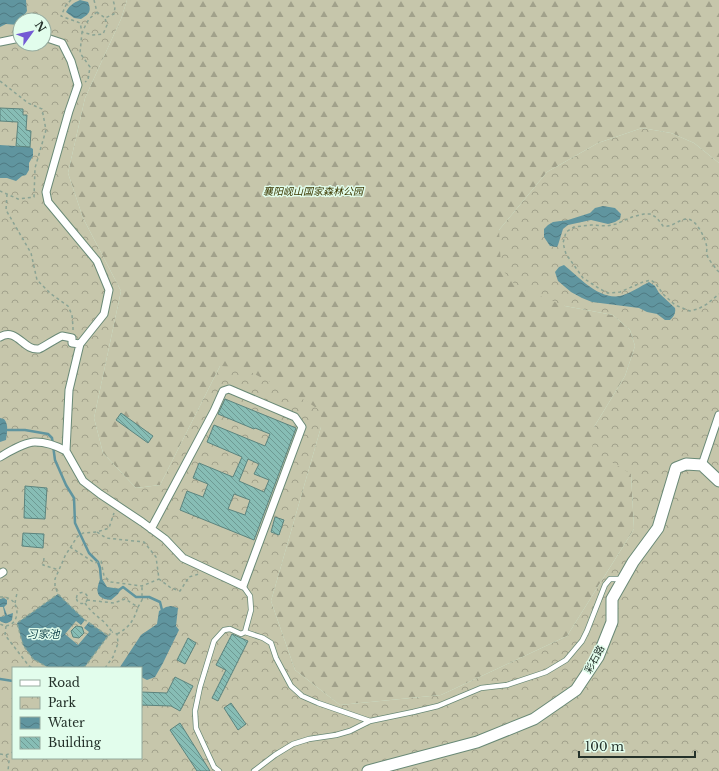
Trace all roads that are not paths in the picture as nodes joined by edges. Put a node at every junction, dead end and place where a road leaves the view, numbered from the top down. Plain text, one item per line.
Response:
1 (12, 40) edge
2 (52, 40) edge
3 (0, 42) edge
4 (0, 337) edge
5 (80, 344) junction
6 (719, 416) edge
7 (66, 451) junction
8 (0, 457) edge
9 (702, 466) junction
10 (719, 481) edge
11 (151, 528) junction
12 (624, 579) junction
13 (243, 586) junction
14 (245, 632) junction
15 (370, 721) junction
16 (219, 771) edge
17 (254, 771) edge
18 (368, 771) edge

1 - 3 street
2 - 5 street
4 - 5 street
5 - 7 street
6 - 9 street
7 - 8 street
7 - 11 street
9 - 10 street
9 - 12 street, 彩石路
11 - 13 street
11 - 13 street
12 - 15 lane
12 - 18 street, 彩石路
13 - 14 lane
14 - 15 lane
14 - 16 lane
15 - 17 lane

+++

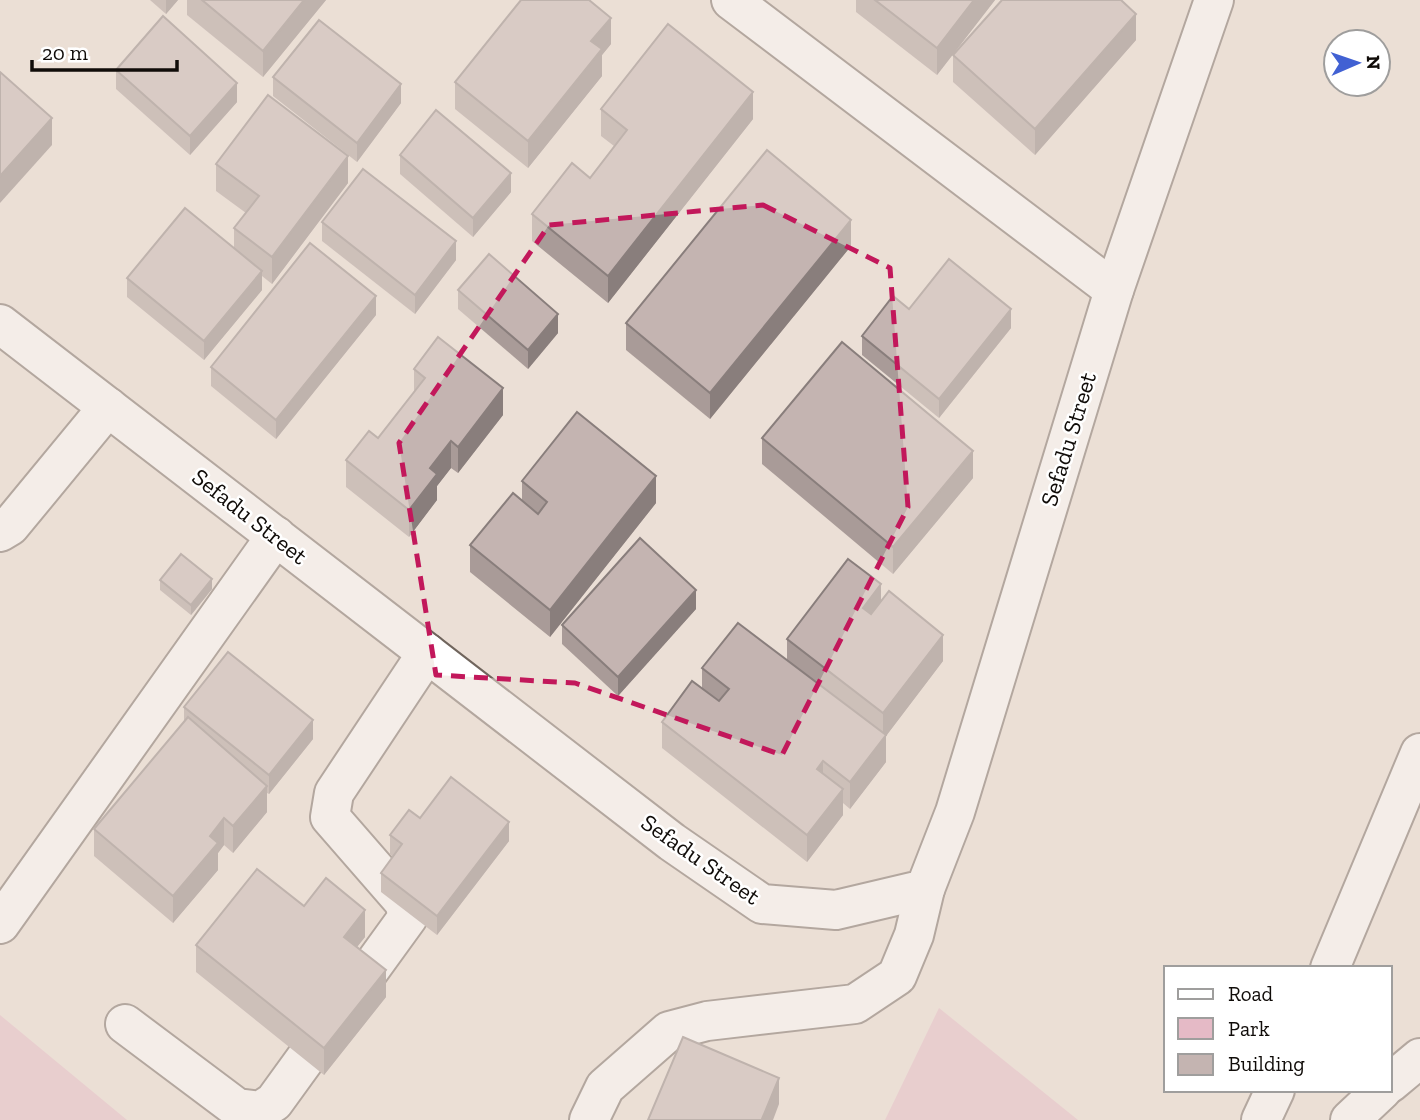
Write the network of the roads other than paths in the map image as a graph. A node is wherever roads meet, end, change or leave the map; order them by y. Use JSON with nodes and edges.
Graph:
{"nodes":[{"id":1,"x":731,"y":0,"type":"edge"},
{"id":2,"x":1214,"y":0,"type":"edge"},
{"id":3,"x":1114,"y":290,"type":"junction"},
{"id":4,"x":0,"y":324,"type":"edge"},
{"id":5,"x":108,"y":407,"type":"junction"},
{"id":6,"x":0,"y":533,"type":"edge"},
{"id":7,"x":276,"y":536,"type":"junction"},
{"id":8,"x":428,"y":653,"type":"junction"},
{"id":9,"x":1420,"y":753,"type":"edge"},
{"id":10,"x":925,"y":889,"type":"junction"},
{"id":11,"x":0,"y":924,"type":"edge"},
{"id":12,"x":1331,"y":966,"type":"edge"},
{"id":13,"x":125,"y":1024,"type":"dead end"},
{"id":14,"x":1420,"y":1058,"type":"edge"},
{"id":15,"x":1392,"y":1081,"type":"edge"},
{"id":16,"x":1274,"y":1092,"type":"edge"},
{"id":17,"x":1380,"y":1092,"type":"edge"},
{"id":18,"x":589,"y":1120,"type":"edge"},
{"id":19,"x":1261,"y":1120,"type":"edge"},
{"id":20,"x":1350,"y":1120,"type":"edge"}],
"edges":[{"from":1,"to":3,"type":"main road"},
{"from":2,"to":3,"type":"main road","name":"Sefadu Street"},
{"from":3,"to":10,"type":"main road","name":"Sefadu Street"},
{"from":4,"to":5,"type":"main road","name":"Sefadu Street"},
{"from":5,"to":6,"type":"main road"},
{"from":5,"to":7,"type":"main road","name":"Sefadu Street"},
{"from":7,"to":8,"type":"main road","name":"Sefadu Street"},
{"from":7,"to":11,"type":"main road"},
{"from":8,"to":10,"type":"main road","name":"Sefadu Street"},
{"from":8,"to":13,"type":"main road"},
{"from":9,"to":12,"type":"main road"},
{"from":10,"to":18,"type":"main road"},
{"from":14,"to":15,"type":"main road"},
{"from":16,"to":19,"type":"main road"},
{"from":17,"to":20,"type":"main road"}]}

+++

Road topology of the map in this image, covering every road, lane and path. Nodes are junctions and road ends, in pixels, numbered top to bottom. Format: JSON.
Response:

+++

YOUR TASK:
Lines that include the word "every" are to be extracted from the data above.

RESULT OF THIS EXERCISE:
Trace all roads that are not paths in the picture as nodes joined by edges. Put a node at every junction, dead end and place where a road leaves the view, numbered from the top down. Plain text, one item per line.
Road topology of the map in this image, covering every road, lane and path. Nodes are junctions and road ends, in pixels, numbered top to bottom. Format: JSON.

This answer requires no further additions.